[Source records]
--------------------
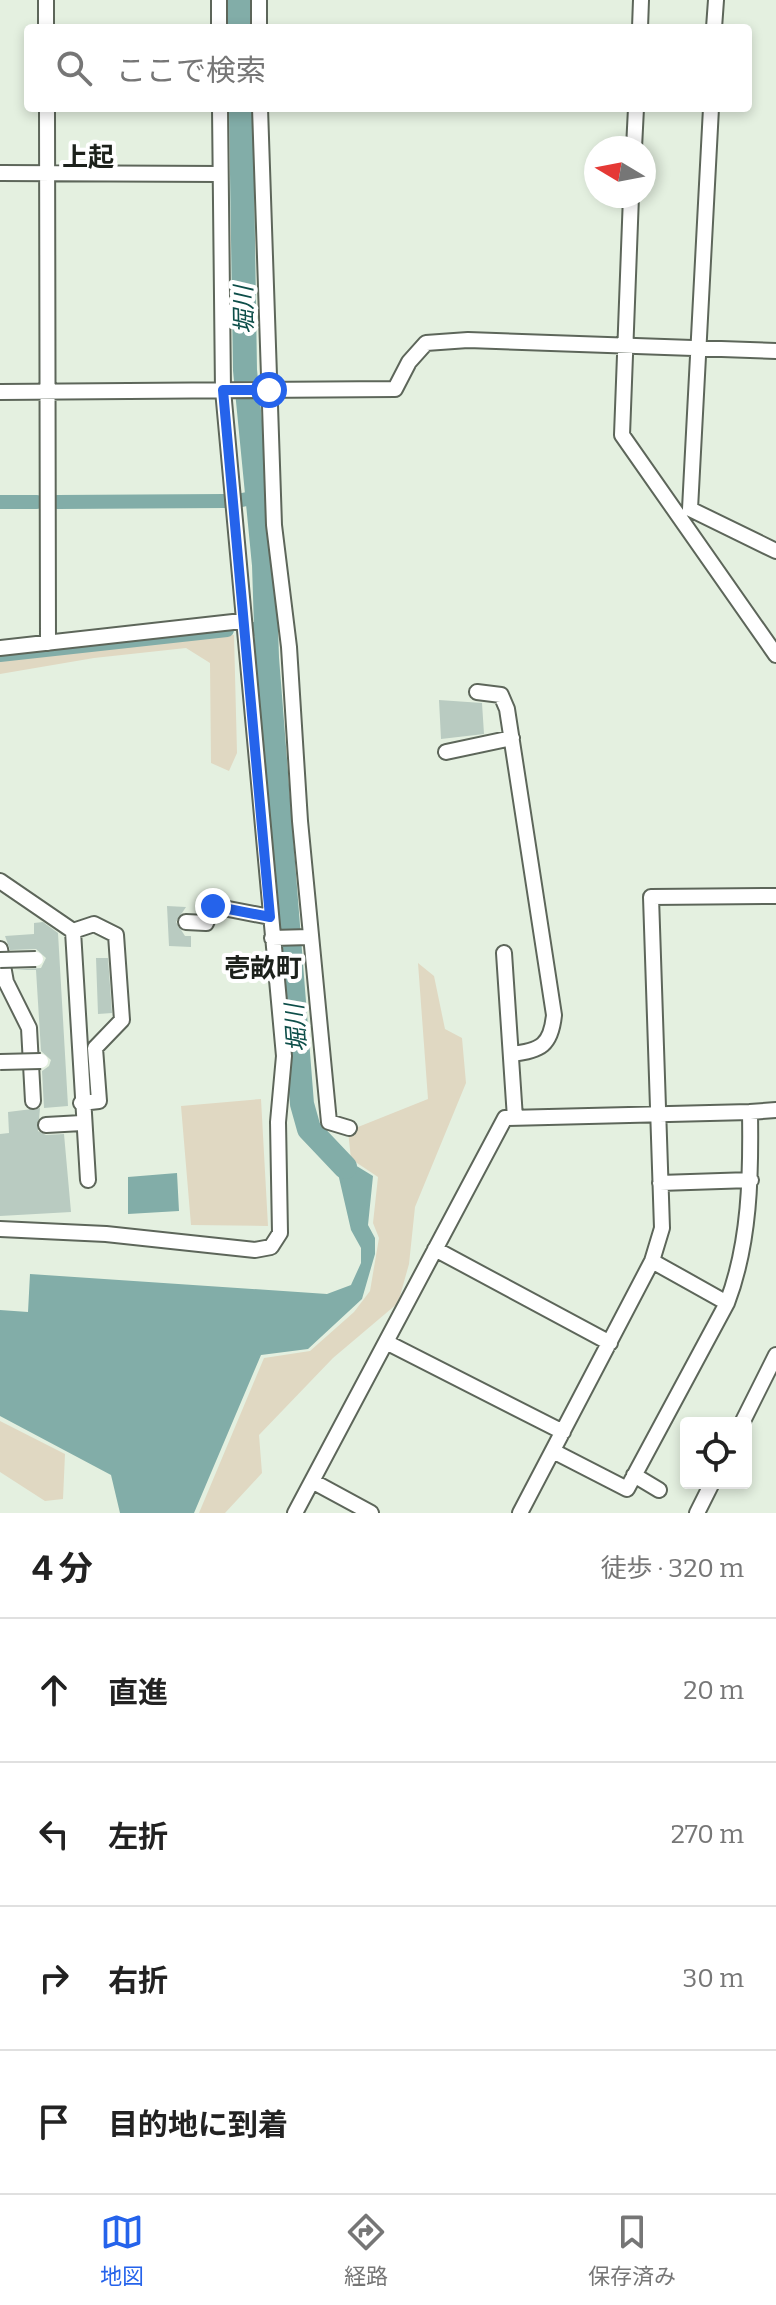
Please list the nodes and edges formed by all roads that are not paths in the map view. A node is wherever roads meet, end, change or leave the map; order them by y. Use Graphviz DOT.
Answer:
graph roads {
  1 [pos="46,0"];
  2 [pos="219,0"];
  3 [pos="259,0"];
  4 [pos="641,0"];
  5 [pos="716,0"];
  6 [pos="46,24"];
  7 [pos="219,24"];
  8 [pos="259,24"];
  9 [pos="640,24"];
  10 [pos="714,24"];
  11 [pos="47,112"];
  12 [pos="220,112"];
  13 [pos="260,112"];
  14 [pos="636,112"];
  15 [pos="711,112"];
  16 [pos="635,136"];
  17 [pos="0,173"];
  18 [pos="48,173"];
  19 [pos="220,174"];
  20 [pos="630,208"];
  21 [pos="624,348"];
  22 [pos="700,348"];
  23 [pos="776,351"];
  24 [pos="223,390"];
  25 [pos="269,390"];
  26 [pos="0,392"];
  27 [pos="48,392"];
  28 [pos="776,551"];
  29 [pos="242,621"];
  30 [pos="48,643"];
  31 [pos="0,648"];
  32 [pos="776,655"];
  33 [pos="477,692"];
  34 [pos="512,738"];
  35 [pos="446,752"];
  36 [pos="0,881"];
  37 [pos="776,896"];
  38 [pos="270,917"];
  39 [pos="186,922"];
  40 [pos="73,931"];
  41 [pos="310,937"];
  42 [pos="272,938"];
  43 [pos="0,949"];
  44 [pos="504,953"];
  45 [pos="36,959"];
  46 [pos="0,960"];
  47 [pos="511,1054"];
  48 [pos="41,1061"];
  49 [pos="0,1062"];
  50 [pos="33,1101"];
  51 [pos="81,1103"];
  52 [pos="776,1110"];
  53 [pos="750,1112"];
  54 [pos="658,1115"];
  55 [pos="515,1118"];
  56 [pos="82,1123"];
  57 [pos="46,1125"];
  58 [pos="349,1128"];
  59 [pos="88,1180"];
  60 [pos="751,1180"];
  61 [pos="660,1183"];
  62 [pos="0,1229"];
  63 [pos="435,1249"];
  64 [pos="652,1261"];
  65 [pos="727,1303"];
  66 [pos="386,1342"];
  67 [pos="610,1343"];
  68 [pos="776,1355"];
  69 [pos="745,1417"];
  70 [pos="563,1432"];
  71 [pos="553,1451"];
  72 [pos="634,1475"];
  73 [pos="312,1481"];
  74 [pos="709,1489"];
  75 [pos="659,1490"];
  76 [pos="295,1513"];
  77 [pos="371,1513"];
  78 [pos="520,1513"];
  79 [pos="697,1513"];
  1 -- 6 [label="street"];
  2 -- 7 [label="street"];
  3 -- 8 [label="street"];
  4 -- 9 [label="street"];
  5 -- 10 [label="street"];
  11 -- 18 [label="street"];
  12 -- 19 [label="street"];
  13 -- 25 [label="street"];
  14 -- 16 [label="street"];
  15 -- 22 [label="street"];
  17 -- 18 [label="street"];
  18 -- 19 [label="street"];
  18 -- 27 [label="street"];
  19 -- 24 [label="street"];
  20 -- 21 [label="street"];
  21 -- 22 [label="street"];
  21 -- 25 [label="street"];
  21 -- 32 [label="street"];
  22 -- 23 [label="street"];
  22 -- 28 [label="street"];
  24 -- 25 [label="street"];
  24 -- 27 [label="street"];
  24 -- 29 [label="street"];
  25 -- 41 [label="street"];
  26 -- 27 [label="street"];
  27 -- 30 [label="street"];
  29 -- 30 [label="street"];
  29 -- 38 [label="street"];
  30 -- 31 [label="street"];
  33 -- 34 [label="street"];
  34 -- 35 [label="street"];
  34 -- 47 [label="street"];
  36 -- 40 [label="street"];
  37 -- 54 [label="street"];
  38 -- 39 [label="street"];
  38 -- 42 [label="street"];
  40 -- 51 [label="street"];
  40 -- 51 [label="street"];
  41 -- 42 [label="street"];
  41 -- 58 [label="street"];
  42 -- 62 [label="street"];
  43 -- 50 [label="street"];
  44 -- 47 [label="street"];
  45 -- 46 [label="street, bridge"];
  47 -- 55 [label="street"];
  48 -- 49 [label="street, bridge"];
  51 -- 56 [label="street"];
  52 -- 53 [label="street"];
  53 -- 54 [label="street"];
  53 -- 60 [label="street"];
  54 -- 55 [label="street"];
  54 -- 61 [label="street"];
  55 -- 63 [label="street"];
  56 -- 57 [label="street"];
  56 -- 59 [label="street"];
  60 -- 61 [label="street"];
  60 -- 65 [label="street"];
  61 -- 64 [label="street"];
  63 -- 66 [label="street"];
  63 -- 67 [label="street"];
  64 -- 65 [label="street"];
  64 -- 67 [label="street"];
  65 -- 72 [label="street"];
  66 -- 70 [label="street"];
  66 -- 73 [label="street"];
  67 -- 70 [label="street"];
  68 -- 69 [label="street"];
  70 -- 71 [label="street"];
  71 -- 72 [label="street"];
  71 -- 78 [label="street"];
  72 -- 75 [label="street"];
  73 -- 76 [label="street"];
  73 -- 77 [label="street"];
  74 -- 79 [label="street"];
}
--------------------
**ACTIVITY**
Give back the entries verbatim but drop every picture.

**TASK ANSWER**
Please list the nodes and edges formed by all roads that are not paths in the map view. A node is wherever roads meet, end, change or leave the map; order them by y. Use Graphviz DOT.
Answer:
graph roads {
  1 [pos="46,0"];
  2 [pos="219,0"];
  3 [pos="259,0"];
  4 [pos="641,0"];
  5 [pos="716,0"];
  6 [pos="46,24"];
  7 [pos="219,24"];
  8 [pos="259,24"];
  9 [pos="640,24"];
  10 [pos="714,24"];
  11 [pos="47,112"];
  12 [pos="220,112"];
  13 [pos="260,112"];
  14 [pos="636,112"];
  15 [pos="711,112"];
  16 [pos="635,136"];
  17 [pos="0,173"];
  18 [pos="48,173"];
  19 [pos="220,174"];
  20 [pos="630,208"];
  21 [pos="624,348"];
  22 [pos="700,348"];
  23 [pos="776,351"];
  24 [pos="223,390"];
  25 [pos="269,390"];
  26 [pos="0,392"];
  27 [pos="48,392"];
  28 [pos="776,551"];
  29 [pos="242,621"];
  30 [pos="48,643"];
  31 [pos="0,648"];
  32 [pos="776,655"];
  33 [pos="477,692"];
  34 [pos="512,738"];
  35 [pos="446,752"];
  36 [pos="0,881"];
  37 [pos="776,896"];
  38 [pos="270,917"];
  39 [pos="186,922"];
  40 [pos="73,931"];
  41 [pos="310,937"];
  42 [pos="272,938"];
  43 [pos="0,949"];
  44 [pos="504,953"];
  45 [pos="36,959"];
  46 [pos="0,960"];
  47 [pos="511,1054"];
  48 [pos="41,1061"];
  49 [pos="0,1062"];
  50 [pos="33,1101"];
  51 [pos="81,1103"];
  52 [pos="776,1110"];
  53 [pos="750,1112"];
  54 [pos="658,1115"];
  55 [pos="515,1118"];
  56 [pos="82,1123"];
  57 [pos="46,1125"];
  58 [pos="349,1128"];
  59 [pos="88,1180"];
  60 [pos="751,1180"];
  61 [pos="660,1183"];
  62 [pos="0,1229"];
  63 [pos="435,1249"];
  64 [pos="652,1261"];
  65 [pos="727,1303"];
  66 [pos="386,1342"];
  67 [pos="610,1343"];
  68 [pos="776,1355"];
  69 [pos="745,1417"];
  70 [pos="563,1432"];
  71 [pos="553,1451"];
  72 [pos="634,1475"];
  73 [pos="312,1481"];
  74 [pos="709,1489"];
  75 [pos="659,1490"];
  76 [pos="295,1513"];
  77 [pos="371,1513"];
  78 [pos="520,1513"];
  79 [pos="697,1513"];
  1 -- 6 [label="street"];
  2 -- 7 [label="street"];
  3 -- 8 [label="street"];
  4 -- 9 [label="street"];
  5 -- 10 [label="street"];
  11 -- 18 [label="street"];
  12 -- 19 [label="street"];
  13 -- 25 [label="street"];
  14 -- 16 [label="street"];
  15 -- 22 [label="street"];
  17 -- 18 [label="street"];
  18 -- 19 [label="street"];
  18 -- 27 [label="street"];
  19 -- 24 [label="street"];
  20 -- 21 [label="street"];
  21 -- 22 [label="street"];
  21 -- 25 [label="street"];
  21 -- 32 [label="street"];
  22 -- 23 [label="street"];
  22 -- 28 [label="street"];
  24 -- 25 [label="street"];
  24 -- 27 [label="street"];
  24 -- 29 [label="street"];
  25 -- 41 [label="street"];
  26 -- 27 [label="street"];
  27 -- 30 [label="street"];
  29 -- 30 [label="street"];
  29 -- 38 [label="street"];
  30 -- 31 [label="street"];
  33 -- 34 [label="street"];
  34 -- 35 [label="street"];
  34 -- 47 [label="street"];
  36 -- 40 [label="street"];
  37 -- 54 [label="street"];
  38 -- 39 [label="street"];
  38 -- 42 [label="street"];
  40 -- 51 [label="street"];
  40 -- 51 [label="street"];
  41 -- 42 [label="street"];
  41 -- 58 [label="street"];
  42 -- 62 [label="street"];
  43 -- 50 [label="street"];
  44 -- 47 [label="street"];
  45 -- 46 [label="street, bridge"];
  47 -- 55 [label="street"];
  48 -- 49 [label="street, bridge"];
  51 -- 56 [label="street"];
  52 -- 53 [label="street"];
  53 -- 54 [label="street"];
  53 -- 60 [label="street"];
  54 -- 55 [label="street"];
  54 -- 61 [label="street"];
  55 -- 63 [label="street"];
  56 -- 57 [label="street"];
  56 -- 59 [label="street"];
  60 -- 61 [label="street"];
  60 -- 65 [label="street"];
  61 -- 64 [label="street"];
  63 -- 66 [label="street"];
  63 -- 67 [label="street"];
  64 -- 65 [label="street"];
  64 -- 67 [label="street"];
  65 -- 72 [label="street"];
  66 -- 70 [label="street"];
  66 -- 73 [label="street"];
  67 -- 70 [label="street"];
  68 -- 69 [label="street"];
  70 -- 71 [label="street"];
  71 -- 72 [label="street"];
  71 -- 78 [label="street"];
  72 -- 75 [label="street"];
  73 -- 76 [label="street"];
  73 -- 77 [label="street"];
  74 -- 79 [label="street"];
}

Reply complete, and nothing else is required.